● Task directions:
Starting at the top of the listing below, copy each line exactly, stopping after the line that contains "middle mcp: (366, 680)".

++++++++++++++++++++

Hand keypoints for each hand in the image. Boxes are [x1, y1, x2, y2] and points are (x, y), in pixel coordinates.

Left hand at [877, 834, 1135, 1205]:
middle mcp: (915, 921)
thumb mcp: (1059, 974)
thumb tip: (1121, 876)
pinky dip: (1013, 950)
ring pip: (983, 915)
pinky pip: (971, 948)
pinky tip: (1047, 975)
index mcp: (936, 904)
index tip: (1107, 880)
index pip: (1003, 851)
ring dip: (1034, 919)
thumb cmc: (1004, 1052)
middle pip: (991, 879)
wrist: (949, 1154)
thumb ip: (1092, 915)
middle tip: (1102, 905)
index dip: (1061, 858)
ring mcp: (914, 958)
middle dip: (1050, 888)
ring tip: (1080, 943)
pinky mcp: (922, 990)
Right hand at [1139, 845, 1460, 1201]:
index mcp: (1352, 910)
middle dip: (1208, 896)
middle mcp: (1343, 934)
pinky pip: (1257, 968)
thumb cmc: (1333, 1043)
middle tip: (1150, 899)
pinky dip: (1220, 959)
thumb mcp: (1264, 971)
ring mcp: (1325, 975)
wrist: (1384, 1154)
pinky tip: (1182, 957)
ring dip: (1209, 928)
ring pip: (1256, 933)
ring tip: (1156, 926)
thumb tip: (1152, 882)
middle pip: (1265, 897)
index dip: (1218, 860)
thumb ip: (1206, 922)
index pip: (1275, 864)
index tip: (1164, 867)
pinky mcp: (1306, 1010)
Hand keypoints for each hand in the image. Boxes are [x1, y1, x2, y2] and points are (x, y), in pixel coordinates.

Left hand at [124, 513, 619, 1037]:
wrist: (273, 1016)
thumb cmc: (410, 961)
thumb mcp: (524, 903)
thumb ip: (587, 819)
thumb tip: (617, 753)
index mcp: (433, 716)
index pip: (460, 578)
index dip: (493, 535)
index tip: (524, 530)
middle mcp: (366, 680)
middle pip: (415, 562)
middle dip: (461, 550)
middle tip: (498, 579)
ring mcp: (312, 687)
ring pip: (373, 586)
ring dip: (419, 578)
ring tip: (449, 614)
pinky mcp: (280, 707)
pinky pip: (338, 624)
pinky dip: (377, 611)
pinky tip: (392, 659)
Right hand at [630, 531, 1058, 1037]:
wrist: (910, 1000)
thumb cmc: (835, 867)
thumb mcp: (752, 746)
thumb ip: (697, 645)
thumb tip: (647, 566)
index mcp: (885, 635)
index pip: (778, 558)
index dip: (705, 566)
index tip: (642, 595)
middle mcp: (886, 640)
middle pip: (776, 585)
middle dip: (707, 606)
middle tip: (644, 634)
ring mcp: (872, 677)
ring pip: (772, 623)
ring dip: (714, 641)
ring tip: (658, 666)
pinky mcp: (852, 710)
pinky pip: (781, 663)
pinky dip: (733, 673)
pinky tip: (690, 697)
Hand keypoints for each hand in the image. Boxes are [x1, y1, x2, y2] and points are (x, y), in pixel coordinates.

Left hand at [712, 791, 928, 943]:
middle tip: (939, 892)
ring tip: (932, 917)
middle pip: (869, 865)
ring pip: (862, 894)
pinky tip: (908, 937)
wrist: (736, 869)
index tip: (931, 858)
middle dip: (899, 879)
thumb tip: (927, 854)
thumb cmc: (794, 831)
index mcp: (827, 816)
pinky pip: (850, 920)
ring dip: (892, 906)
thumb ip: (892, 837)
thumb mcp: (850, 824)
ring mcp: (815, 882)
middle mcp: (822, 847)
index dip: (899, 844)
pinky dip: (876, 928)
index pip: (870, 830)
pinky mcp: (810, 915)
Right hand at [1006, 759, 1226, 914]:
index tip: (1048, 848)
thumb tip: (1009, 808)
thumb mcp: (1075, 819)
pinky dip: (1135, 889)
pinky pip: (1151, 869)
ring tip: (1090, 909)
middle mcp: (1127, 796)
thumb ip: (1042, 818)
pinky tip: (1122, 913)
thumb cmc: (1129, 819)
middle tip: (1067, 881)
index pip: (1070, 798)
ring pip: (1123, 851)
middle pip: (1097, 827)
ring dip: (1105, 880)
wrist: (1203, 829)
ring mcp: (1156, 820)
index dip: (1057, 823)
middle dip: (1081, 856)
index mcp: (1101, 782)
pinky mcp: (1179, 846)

++++++++++++++++++++

● Task answer:
Hand keypoints for each hand in the image. Boxes are [x1, y1, x2, y2] and points are (x, y), in pixel coordinates.

Left hand at [877, 834, 1135, 1205]:
middle mcp: (915, 921)
thumb mcp: (1059, 974)
thumb tip: (1121, 876)
pinky dip: (1013, 950)
ring pip: (983, 915)
pinky pip: (971, 948)
pinky tip: (1047, 975)
index mcp: (936, 904)
index tip: (1107, 880)
index pip: (1003, 851)
ring dip: (1034, 919)
thumb cmc: (1004, 1052)
middle pip: (991, 879)
wrist: (949, 1154)
thumb ip: (1092, 915)
middle tip: (1102, 905)
index dip: (1061, 858)
ring mcp: (914, 958)
middle dip: (1050, 888)
ring tip: (1080, 943)
pinky mcp: (922, 990)
Right hand at [1139, 845, 1460, 1201]:
index mcp: (1352, 910)
middle dip: (1208, 896)
middle mcp: (1343, 934)
pinky pip: (1257, 968)
thumb cmc: (1333, 1043)
middle tip: (1150, 899)
pinky dip: (1220, 959)
thumb mcp: (1264, 971)
ring mcp: (1325, 975)
wrist: (1384, 1154)
pinky tip: (1182, 957)
ring dip: (1209, 928)
ring pip: (1256, 933)
ring tip: (1156, 926)
thumb tip: (1152, 882)
middle pip: (1265, 897)
index dip: (1218, 860)
thumb ip: (1206, 922)
index pip: (1275, 864)
index tip: (1164, 867)
pinky mcp: (1306, 1010)
Hand keypoints for each hand in the image. Boxes are [x1, y1, x2, y2] and points are (x, y), in pixel coordinates.

Left hand at [124, 513, 619, 1037]:
wrist: (273, 1016)
thumb cmc: (410, 961)
thumb mcp: (524, 903)
thumb ip: (587, 819)
thumb tip: (617, 753)
index mcp: (433, 716)
index pip: (460, 578)
index dip: (493, 535)
index tip: (524, 530)
middle mcp: (366, 680)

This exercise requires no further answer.